(Stored data)
■ ■ ■ ■ ■

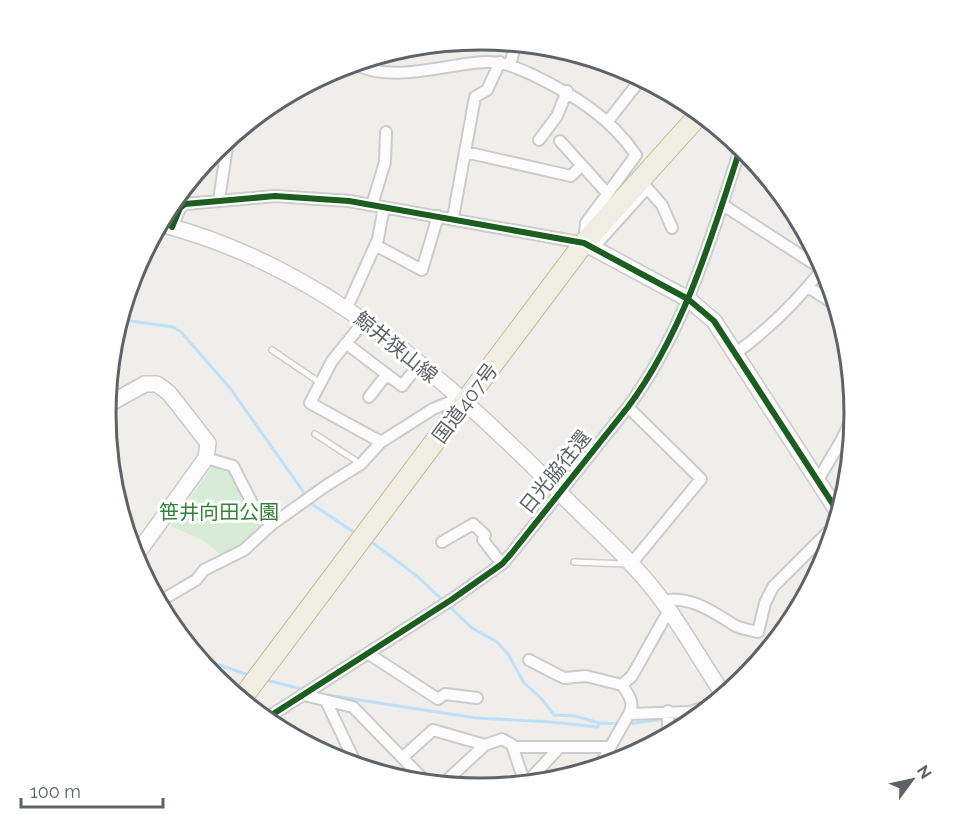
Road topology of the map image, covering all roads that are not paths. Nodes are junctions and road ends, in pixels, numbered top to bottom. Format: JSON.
{"nodes":[{"id":1,"x":512,"y":51,"type":"edge"},
{"id":2,"x":505,"y":63,"type":"junction"},
{"id":3,"x":364,"y":69,"type":"edge"},
{"id":4,"x":636,"y":85,"type":"edge"},
{"id":5,"x":567,"y":91,"type":"junction"},
{"id":6,"x":695,"y":120,"type":"edge"},
{"id":7,"x":608,"y":121,"type":"junction"},
{"id":8,"x":386,"y":132,"type":"dead end"},
{"id":9,"x":539,"y":140,"type":"dead end"},
{"id":10,"x":560,"y":141,"type":"dead end"},
{"id":11,"x":226,"y":152,"type":"edge"},
{"id":12,"x":465,"y":152,"type":"junction"},
{"id":13,"x":738,"y":156,"type":"edge"},
{"id":14,"x":582,"y":165,"type":"junction"},
{"id":15,"x":607,"y":193,"type":"junction"},
{"id":16,"x":219,"y":200,"type":"junction"},
{"id":17,"x":723,"y":204,"type":"junction"},
{"id":18,"x":181,"y":205,"type":"edge"},
{"id":19,"x":372,"y":205,"type":"junction"},
{"id":20,"x":384,"y":207,"type":"junction"},
{"id":21,"x":438,"y":216,"type":"junction"},
{"id":22,"x":453,"y":218,"type":"junction"},
{"id":23,"x":168,"y":226,"type":"edge"},
{"id":24,"x":672,"y":228,"type":"dead end"},
{"id":25,"x":375,"y":245,"type":"junction"},
{"id":26,"x":589,"y":245,"type":"junction"},
{"id":27,"x":810,"y":260,"type":"edge"},
{"id":28,"x":817,"y":275,"type":"edge"},
{"id":29,"x":808,"y":287,"type":"junction"},
{"id":30,"x":825,"y":298,"type":"edge"},
{"id":31,"x":688,"y":299,"type":"junction"},
{"id":32,"x":347,"y":308,"type":"junction"},
{"id":33,"x":365,"y":320,"type":"junction"},
{"id":34,"x":347,"y":344,"type":"junction"},
{"id":35,"x":272,"y":350,"type":"dead end"},
{"id":36,"x":736,"y":353,"type":"junction"},
{"id":37,"x":419,"y":364,"type":"junction"},
{"id":38,"x":387,"y":374,"type":"junction"},
{"id":39,"x":319,"y":382,"type":"junction"},
{"id":40,"x":116,"y":395,"type":"edge"},
{"id":41,"x":369,"y":397,"type":"dead end"},
{"id":42,"x":462,"y":400,"type":"junction"},
{"id":43,"x":628,"y":407,"type":"junction"},
{"id":44,"x":315,"y":434,"type":"dead end"},
{"id":45,"x":844,"y":435,"type":"edge"},
{"id":46,"x":381,"y":442,"type":"junction"},
{"id":47,"x":206,"y":458,"type":"junction"},
{"id":48,"x":361,"y":464,"type":"junction"},
{"id":49,"x":818,"y":480,"type":"junction"},
{"id":50,"x":560,"y":493,"type":"junction"},
{"id":51,"x":833,"y":504,"type":"edge"},
{"id":52,"x":271,"y":525,"type":"junction"},
{"id":53,"x":823,"y":537,"type":"edge"},
{"id":54,"x":442,"y":542,"type":"dead end"},
{"id":55,"x":141,"y":548,"type":"edge"},
{"id":56,"x":574,"y":562,"type":"dead end"},
{"id":57,"x":502,"y":564,"type":"junction"},
{"id":58,"x":631,"y":564,"type":"junction"},
{"id":59,"x":165,"y":598,"type":"edge"},
{"id":60,"x":666,"y":606,"type":"junction"},
{"id":61,"x":369,"y":654,"type":"junction"},
{"id":62,"x":529,"y":660,"type":"dead end"},
{"id":63,"x":622,"y":685,"type":"junction"},
{"id":64,"x":719,"y":688,"type":"edge"},
{"id":65,"x":246,"y":693,"type":"edge"},
{"id":66,"x":305,"y":695,"type":"junction"},
{"id":67,"x":477,"y":698,"type":"dead end"},
{"id":68,"x":326,"y":701,"type":"junction"},
{"id":69,"x":668,"y":712,"type":"junction"},
{"id":70,"x":690,"y":712,"type":"edge"},
{"id":71,"x":273,"y":714,"type":"edge"},
{"id":72,"x":627,"y":717,"type":"junction"},
{"id":73,"x":668,"y":726,"type":"edge"},
{"id":74,"x":485,"y":745,"type":"junction"},
{"id":75,"x":512,"y":745,"type":"junction"},
{"id":76,"x":608,"y":747,"type":"junction"},
{"id":77,"x":560,"y":748,"type":"junction"},
{"id":78,"x":352,"y":755,"type":"edge"},
{"id":79,"x":604,"y":757,"type":"edge"},
{"id":80,"x":405,"y":760,"type":"junction"},
{"id":81,"x":401,"y":769,"type":"edge"},
{"id":82,"x":417,"y":772,"type":"edge"},
{"id":83,"x":534,"y":774,"type":"edge"},
{"id":84,"x":522,"y":776,"type":"edge"},
{"id":85,"x":450,"y":777,"type":"edge"}],
"edges":[{"from":1,"to":2,"type":"street"},
{"from":2,"to":3,"type":"street"},
{"from":2,"to":5,"type":"street"},
{"from":2,"to":12,"type":"street"},
{"from":4,"to":7,"type":"street"},
{"from":5,"to":7,"type":"street"},
{"from":5,"to":9,"type":"street"},
{"from":6,"to":26,"type":"highway","name":"国道407号"},
{"from":7,"to":15,"type":"street"},
{"from":8,"to":19,"type":"street"},
{"from":10,"to":14,"type":"street"},
{"from":11,"to":16,"type":"street"},
{"from":12,"to":14,"type":"street"},
{"from":12,"to":22,"type":"street"},
{"from":13,"to":17,"type":"street","name":"日光脇往還"},
{"from":14,"to":15,"type":"street"},
{"from":15,"to":26,"type":"street"},
{"from":16,"to":18,"type":"street"},
{"from":16,"to":19,"type":"street"},
{"from":17,"to":27,"type":"street"},
{"from":17,"to":31,"type":"street","name":"日光脇往還"},
{"from":19,"to":20,"type":"street"},
{"from":20,"to":21,"type":"street"},
{"from":20,"to":25,"type":"street"},
{"from":21,"to":22,"type":"street"},
{"from":21,"to":25,"type":"street"},
{"from":22,"to":26,"type":"street"},
{"from":23,"to":32,"type":"main road","name":"鯨井狭山線"},
{"from":24,"to":26,"type":"street"},
{"from":25,"to":32,"type":"street"},
{"from":26,"to":31,"type":"main road"},
{"from":26,"to":42,"type":"highway","name":"国道407号"},
{"from":28,"to":29,"type":"street"},
{"from":29,"to":30,"type":"street"},
{"from":29,"to":36,"type":"street"},
{"from":31,"to":36,"type":"main road"},
{"from":31,"to":43,"type":"street","name":"日光脇往還"},
{"from":32,"to":33,"type":"main road","name":"鯨井狭山線"},
{"from":33,"to":34,"type":"street"},
{"from":33,"to":37,"type":"main road","name":"鯨井狭山線"},
{"from":34,"to":38,"type":"street"},
{"from":34,"to":39,"type":"street"},
{"from":35,"to":39,"type":"lane"},
{"from":36,"to":49,"type":"main road"},
{"from":37,"to":38,"type":"street"},
{"from":37,"to":42,"type":"main road","name":"鯨井狭山線"},
{"from":38,"to":41,"type":"street"},
{"from":39,"to":46,"type":"street"},
{"from":40,"to":47,"type":"main road"},
{"from":42,"to":46,"type":"street"},
{"from":42,"to":50,"type":"main road","name":"鯨井狭山線"},
{"from":42,"to":65,"type":"highway","name":"国道407号"},
{"from":43,"to":50,"type":"street","name":"日光脇往還"},
{"from":43,"to":58,"type":"street"},
{"from":44,"to":48,"type":"lane"},
{"from":45,"to":49,"type":"street"},
{"from":46,"to":48,"type":"street"},
{"from":47,"to":52,"type":"street"},
{"from":47,"to":55,"type":"main road"},
{"from":48,"to":52,"type":"street"},
{"from":49,"to":51,"type":"main road"},
{"from":50,"to":57,"type":"street","name":"日光脇往還"},
{"from":50,"to":58,"type":"main road","name":"鯨井狭山線"},
{"from":52,"to":59,"type":"street"},
{"from":53,"to":60,"type":"street"},
{"from":54,"to":57,"type":"street"},
{"from":56,"to":58,"type":"lane"},
{"from":57,"to":61,"type":"street","name":"日光脇往還"},
{"from":58,"to":60,"type":"main road","name":"鯨井狭山線"},
{"from":60,"to":63,"type":"street"},
{"from":60,"to":64,"type":"main road","name":"鯨井狭山線"},
{"from":61,"to":66,"type":"street","name":"日光脇往還"},
{"from":61,"to":67,"type":"street"},
{"from":62,"to":63,"type":"street"},
{"from":63,"to":72,"type":"street"},
{"from":66,"to":68,"type":"street"},
{"from":66,"to":71,"type":"street","name":"日光脇往還"},
{"from":68,"to":78,"type":"street"},
{"from":68,"to":80,"type":"street"},
{"from":69,"to":70,"type":"street"},
{"from":69,"to":72,"type":"street"},
{"from":69,"to":73,"type":"street"},
{"from":72,"to":76,"type":"street"},
{"from":74,"to":75,"type":"street"},
{"from":74,"to":80,"type":"street"},
{"from":74,"to":85,"type":"street"},
{"from":75,"to":77,"type":"street"},
{"from":75,"to":84,"type":"street"},
{"from":76,"to":77,"type":"street"},
{"from":76,"to":79,"type":"street"},
{"from":77,"to":83,"type":"street"},
{"from":80,"to":81,"type":"street"},
{"from":80,"to":82,"type":"street"}]}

■ ■ ■ ■ ■

> WHAT NEEDS TO BE DONE
For each line in the entries that contains the string "highway", make a copy.

> EXERCISE SOLUTION
{"from":6,"to":26,"type":"highway","name":"国道407号"},
{"from":26,"to":42,"type":"highway","name":"国道407号"},
{"from":42,"to":65,"type":"highway","name":"国道407号"},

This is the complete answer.